(Collection entries)
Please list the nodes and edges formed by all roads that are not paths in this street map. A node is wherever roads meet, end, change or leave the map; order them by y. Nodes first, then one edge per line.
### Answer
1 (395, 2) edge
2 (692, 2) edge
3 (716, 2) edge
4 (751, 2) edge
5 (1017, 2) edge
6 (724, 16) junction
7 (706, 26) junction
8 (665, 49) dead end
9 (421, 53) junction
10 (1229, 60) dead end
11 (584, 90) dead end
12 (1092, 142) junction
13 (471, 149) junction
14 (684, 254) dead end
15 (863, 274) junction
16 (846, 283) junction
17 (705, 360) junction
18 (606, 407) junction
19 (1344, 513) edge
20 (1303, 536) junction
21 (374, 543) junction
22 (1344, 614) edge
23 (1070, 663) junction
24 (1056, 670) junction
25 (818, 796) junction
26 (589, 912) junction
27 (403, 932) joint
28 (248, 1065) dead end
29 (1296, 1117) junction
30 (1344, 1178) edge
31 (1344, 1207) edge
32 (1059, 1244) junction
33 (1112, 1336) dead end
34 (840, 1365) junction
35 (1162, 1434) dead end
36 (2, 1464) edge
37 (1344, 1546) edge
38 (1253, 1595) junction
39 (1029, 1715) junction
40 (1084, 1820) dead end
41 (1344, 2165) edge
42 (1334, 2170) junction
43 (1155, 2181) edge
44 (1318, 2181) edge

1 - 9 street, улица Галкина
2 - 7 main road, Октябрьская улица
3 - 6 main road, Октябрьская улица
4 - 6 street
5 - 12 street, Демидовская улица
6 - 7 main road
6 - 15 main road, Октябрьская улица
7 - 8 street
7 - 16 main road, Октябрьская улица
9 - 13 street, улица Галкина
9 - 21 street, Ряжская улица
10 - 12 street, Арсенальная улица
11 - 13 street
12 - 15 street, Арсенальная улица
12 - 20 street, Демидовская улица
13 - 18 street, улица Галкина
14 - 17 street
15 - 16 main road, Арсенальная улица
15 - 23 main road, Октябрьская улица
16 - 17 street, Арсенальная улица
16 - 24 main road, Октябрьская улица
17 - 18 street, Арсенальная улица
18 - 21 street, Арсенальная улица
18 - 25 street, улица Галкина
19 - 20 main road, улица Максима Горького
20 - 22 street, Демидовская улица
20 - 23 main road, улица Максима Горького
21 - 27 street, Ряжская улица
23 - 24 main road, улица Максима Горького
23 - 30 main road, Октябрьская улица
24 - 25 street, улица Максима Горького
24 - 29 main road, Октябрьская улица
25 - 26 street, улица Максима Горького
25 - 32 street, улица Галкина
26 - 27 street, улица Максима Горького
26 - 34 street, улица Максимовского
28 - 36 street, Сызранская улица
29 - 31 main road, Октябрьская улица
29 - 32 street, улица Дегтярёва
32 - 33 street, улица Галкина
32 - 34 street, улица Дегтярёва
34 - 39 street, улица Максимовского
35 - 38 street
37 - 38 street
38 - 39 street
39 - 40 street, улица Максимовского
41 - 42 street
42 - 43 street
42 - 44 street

---

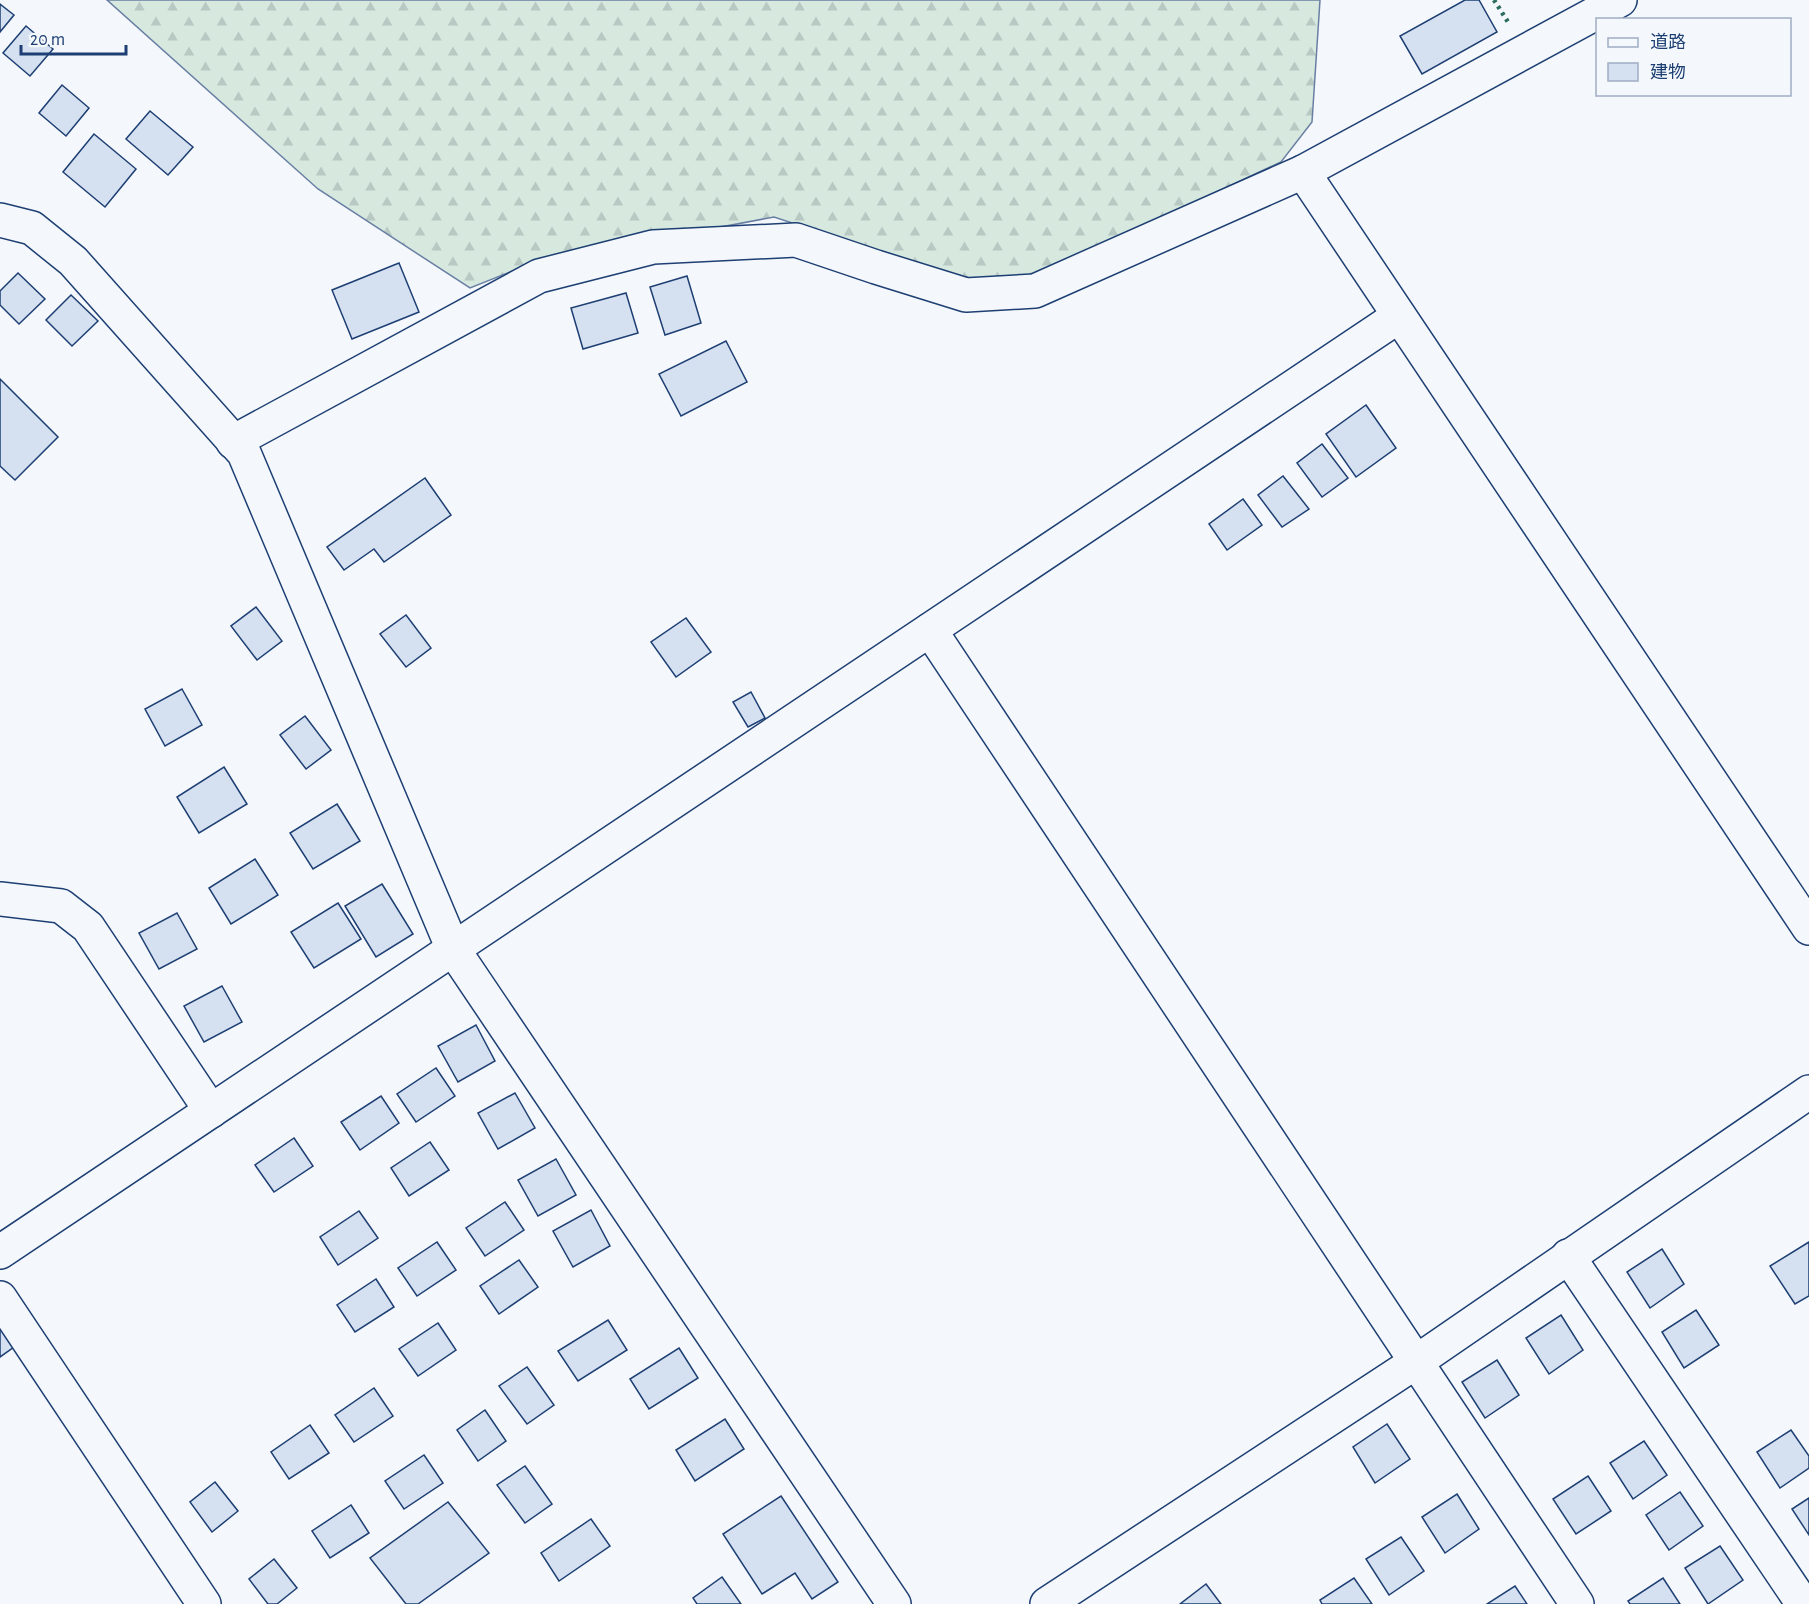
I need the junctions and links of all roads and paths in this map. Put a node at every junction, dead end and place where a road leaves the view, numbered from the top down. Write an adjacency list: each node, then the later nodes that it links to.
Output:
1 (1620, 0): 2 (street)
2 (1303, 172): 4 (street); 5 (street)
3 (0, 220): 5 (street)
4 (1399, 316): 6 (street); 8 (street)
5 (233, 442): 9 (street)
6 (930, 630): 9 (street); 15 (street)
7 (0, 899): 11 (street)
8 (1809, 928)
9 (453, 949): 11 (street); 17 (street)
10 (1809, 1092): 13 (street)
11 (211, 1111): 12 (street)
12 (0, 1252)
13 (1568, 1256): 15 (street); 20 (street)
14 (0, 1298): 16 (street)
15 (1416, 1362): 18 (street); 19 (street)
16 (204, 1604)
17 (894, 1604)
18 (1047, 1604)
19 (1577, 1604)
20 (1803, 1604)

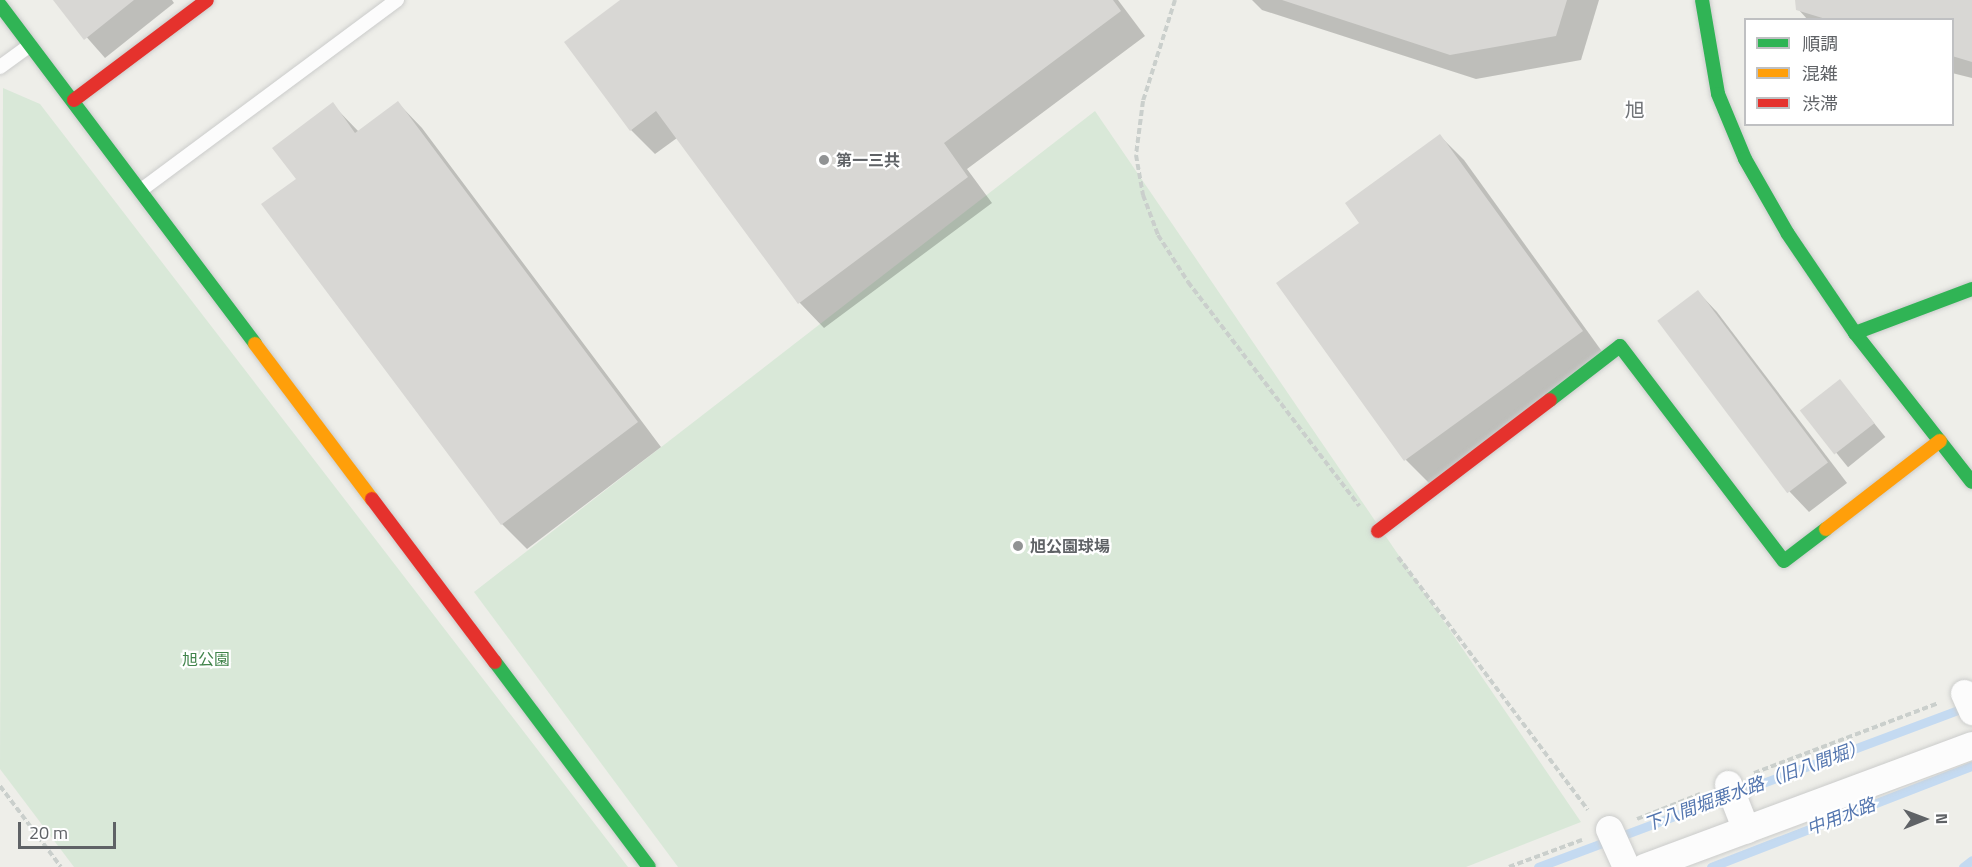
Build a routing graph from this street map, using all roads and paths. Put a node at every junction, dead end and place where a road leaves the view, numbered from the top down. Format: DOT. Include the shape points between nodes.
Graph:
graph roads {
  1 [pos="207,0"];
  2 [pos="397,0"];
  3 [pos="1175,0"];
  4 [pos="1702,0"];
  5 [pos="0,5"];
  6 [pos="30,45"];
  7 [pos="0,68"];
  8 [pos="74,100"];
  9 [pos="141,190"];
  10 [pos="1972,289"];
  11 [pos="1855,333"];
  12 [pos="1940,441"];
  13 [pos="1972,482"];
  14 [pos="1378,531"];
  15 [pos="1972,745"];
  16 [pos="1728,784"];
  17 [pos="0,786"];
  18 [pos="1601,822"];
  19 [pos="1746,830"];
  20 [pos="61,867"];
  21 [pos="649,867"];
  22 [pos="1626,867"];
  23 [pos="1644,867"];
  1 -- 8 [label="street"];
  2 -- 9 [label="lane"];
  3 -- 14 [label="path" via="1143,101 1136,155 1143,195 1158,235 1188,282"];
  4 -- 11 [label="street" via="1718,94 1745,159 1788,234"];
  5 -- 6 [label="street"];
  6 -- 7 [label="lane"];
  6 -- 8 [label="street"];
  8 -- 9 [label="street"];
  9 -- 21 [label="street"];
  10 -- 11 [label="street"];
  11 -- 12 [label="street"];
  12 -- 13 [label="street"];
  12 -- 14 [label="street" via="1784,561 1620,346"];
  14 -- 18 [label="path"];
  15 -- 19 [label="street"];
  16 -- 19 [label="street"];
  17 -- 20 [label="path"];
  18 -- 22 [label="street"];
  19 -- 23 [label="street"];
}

* * *

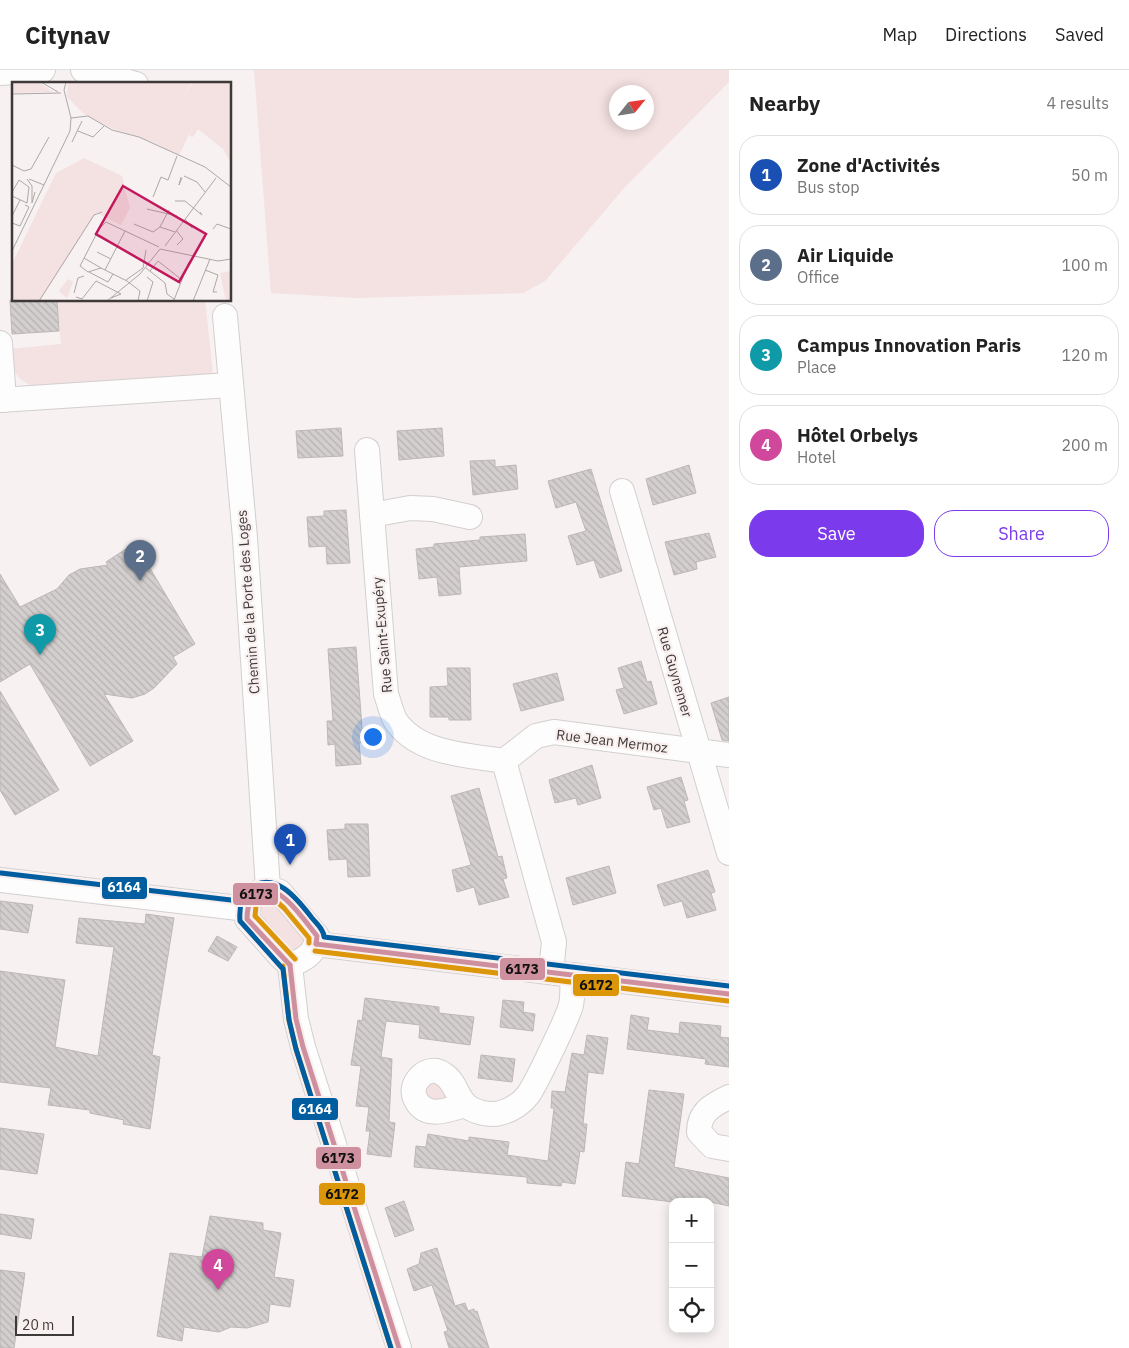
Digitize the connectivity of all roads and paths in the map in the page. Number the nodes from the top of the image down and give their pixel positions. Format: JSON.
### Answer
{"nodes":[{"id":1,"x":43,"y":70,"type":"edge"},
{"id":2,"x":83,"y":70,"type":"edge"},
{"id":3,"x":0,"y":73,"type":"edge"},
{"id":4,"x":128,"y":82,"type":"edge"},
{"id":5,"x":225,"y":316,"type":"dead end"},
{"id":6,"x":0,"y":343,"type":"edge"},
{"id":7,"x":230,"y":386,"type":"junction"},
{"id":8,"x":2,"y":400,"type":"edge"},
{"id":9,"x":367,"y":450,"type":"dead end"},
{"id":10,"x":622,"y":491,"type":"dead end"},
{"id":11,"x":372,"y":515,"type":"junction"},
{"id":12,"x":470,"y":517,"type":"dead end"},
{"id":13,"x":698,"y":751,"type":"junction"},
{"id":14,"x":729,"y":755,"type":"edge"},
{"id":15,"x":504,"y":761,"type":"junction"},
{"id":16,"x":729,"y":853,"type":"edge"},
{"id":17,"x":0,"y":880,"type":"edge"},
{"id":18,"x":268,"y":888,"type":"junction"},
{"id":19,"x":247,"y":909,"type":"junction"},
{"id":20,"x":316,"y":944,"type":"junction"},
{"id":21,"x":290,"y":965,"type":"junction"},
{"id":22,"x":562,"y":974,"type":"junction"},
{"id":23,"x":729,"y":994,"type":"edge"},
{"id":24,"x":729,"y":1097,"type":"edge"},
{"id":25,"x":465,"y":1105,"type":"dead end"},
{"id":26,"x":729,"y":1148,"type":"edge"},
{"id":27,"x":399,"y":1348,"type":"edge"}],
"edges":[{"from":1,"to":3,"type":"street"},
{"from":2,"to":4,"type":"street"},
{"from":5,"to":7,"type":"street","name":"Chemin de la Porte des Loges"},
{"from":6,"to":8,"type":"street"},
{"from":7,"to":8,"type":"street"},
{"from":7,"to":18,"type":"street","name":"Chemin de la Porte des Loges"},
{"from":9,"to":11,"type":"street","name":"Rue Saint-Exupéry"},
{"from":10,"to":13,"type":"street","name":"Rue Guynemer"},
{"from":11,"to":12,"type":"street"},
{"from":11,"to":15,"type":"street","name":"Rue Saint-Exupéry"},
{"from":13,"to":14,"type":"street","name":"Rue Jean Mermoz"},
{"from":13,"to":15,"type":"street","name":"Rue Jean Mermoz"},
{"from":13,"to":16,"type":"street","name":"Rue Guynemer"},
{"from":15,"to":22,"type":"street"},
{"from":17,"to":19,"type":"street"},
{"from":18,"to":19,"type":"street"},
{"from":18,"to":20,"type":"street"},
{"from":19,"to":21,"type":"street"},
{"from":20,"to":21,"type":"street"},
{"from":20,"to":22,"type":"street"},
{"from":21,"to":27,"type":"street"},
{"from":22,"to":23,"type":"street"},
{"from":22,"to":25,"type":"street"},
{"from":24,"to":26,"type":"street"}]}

§ Try it:
Extract every line above containing the word "that".

§ Exercise response:
Please list the nodes and edges formed by all roads that are not paths in this street map. A node is wherever roads meet, end, change or leave the map; order them by y. Nodes first, then one edge per line.
I need the junctions and links of all roads and paths in this map. Put a node at every junction, dead end and place where a road leaves the view, numbered from the top down. Write an adjacency list: each node, then the later nodes that it links to.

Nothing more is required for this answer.